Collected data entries
▬▬▬▬▬▬▬▬▬▬

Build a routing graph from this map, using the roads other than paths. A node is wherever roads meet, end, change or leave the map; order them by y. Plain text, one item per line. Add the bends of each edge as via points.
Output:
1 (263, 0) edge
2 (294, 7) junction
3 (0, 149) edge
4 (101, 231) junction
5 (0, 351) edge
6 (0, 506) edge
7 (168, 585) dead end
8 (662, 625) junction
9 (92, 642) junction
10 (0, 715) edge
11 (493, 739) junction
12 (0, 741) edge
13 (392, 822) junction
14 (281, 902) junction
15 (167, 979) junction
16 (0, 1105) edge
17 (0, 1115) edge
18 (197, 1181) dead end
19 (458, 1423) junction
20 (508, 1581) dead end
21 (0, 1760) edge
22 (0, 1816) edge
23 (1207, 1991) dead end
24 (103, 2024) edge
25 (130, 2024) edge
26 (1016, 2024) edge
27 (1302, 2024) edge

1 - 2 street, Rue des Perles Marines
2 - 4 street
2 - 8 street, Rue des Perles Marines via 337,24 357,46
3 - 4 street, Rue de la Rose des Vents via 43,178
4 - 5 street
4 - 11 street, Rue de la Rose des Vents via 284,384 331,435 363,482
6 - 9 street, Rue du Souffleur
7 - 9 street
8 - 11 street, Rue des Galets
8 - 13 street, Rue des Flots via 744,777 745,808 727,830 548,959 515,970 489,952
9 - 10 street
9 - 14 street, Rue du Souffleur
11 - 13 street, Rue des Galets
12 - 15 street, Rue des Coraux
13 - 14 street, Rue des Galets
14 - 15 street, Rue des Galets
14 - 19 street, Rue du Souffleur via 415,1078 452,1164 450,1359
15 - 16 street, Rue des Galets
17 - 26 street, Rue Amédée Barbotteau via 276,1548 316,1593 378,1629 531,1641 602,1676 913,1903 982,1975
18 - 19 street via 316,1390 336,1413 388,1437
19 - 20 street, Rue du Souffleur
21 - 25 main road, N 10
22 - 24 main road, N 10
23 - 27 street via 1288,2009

▬▬▬▬▬▬▬▬▬▬

» **TASK STATEMENT**:
Write out the records above again, keeping each one identical to the original.

» **EXERCISE RESULT**:
Build a routing graph from this map, using the roads other than paths. A node is wherever roads meet, end, change or leave the map; order them by y. Plain text, one item per line. Add the bends of each edge as via points.
Output:
1 (263, 0) edge
2 (294, 7) junction
3 (0, 149) edge
4 (101, 231) junction
5 (0, 351) edge
6 (0, 506) edge
7 (168, 585) dead end
8 (662, 625) junction
9 (92, 642) junction
10 (0, 715) edge
11 (493, 739) junction
12 (0, 741) edge
13 (392, 822) junction
14 (281, 902) junction
15 (167, 979) junction
16 (0, 1105) edge
17 (0, 1115) edge
18 (197, 1181) dead end
19 (458, 1423) junction
20 (508, 1581) dead end
21 (0, 1760) edge
22 (0, 1816) edge
23 (1207, 1991) dead end
24 (103, 2024) edge
25 (130, 2024) edge
26 (1016, 2024) edge
27 (1302, 2024) edge

1 - 2 street, Rue des Perles Marines
2 - 4 street
2 - 8 street, Rue des Perles Marines via 337,24 357,46
3 - 4 street, Rue de la Rose des Vents via 43,178
4 - 5 street
4 - 11 street, Rue de la Rose des Vents via 284,384 331,435 363,482
6 - 9 street, Rue du Souffleur
7 - 9 street
8 - 11 street, Rue des Galets
8 - 13 street, Rue des Flots via 744,777 745,808 727,830 548,959 515,970 489,952
9 - 10 street
9 - 14 street, Rue du Souffleur
11 - 13 street, Rue des Galets
12 - 15 street, Rue des Coraux
13 - 14 street, Rue des Galets
14 - 15 street, Rue des Galets
14 - 19 street, Rue du Souffleur via 415,1078 452,1164 450,1359
15 - 16 street, Rue des Galets
17 - 26 street, Rue Amédée Barbotteau via 276,1548 316,1593 378,1629 531,1641 602,1676 913,1903 982,1975
18 - 19 street via 316,1390 336,1413 388,1437
19 - 20 street, Rue du Souffleur
21 - 25 main road, N 10
22 - 24 main road, N 10
23 - 27 street via 1288,2009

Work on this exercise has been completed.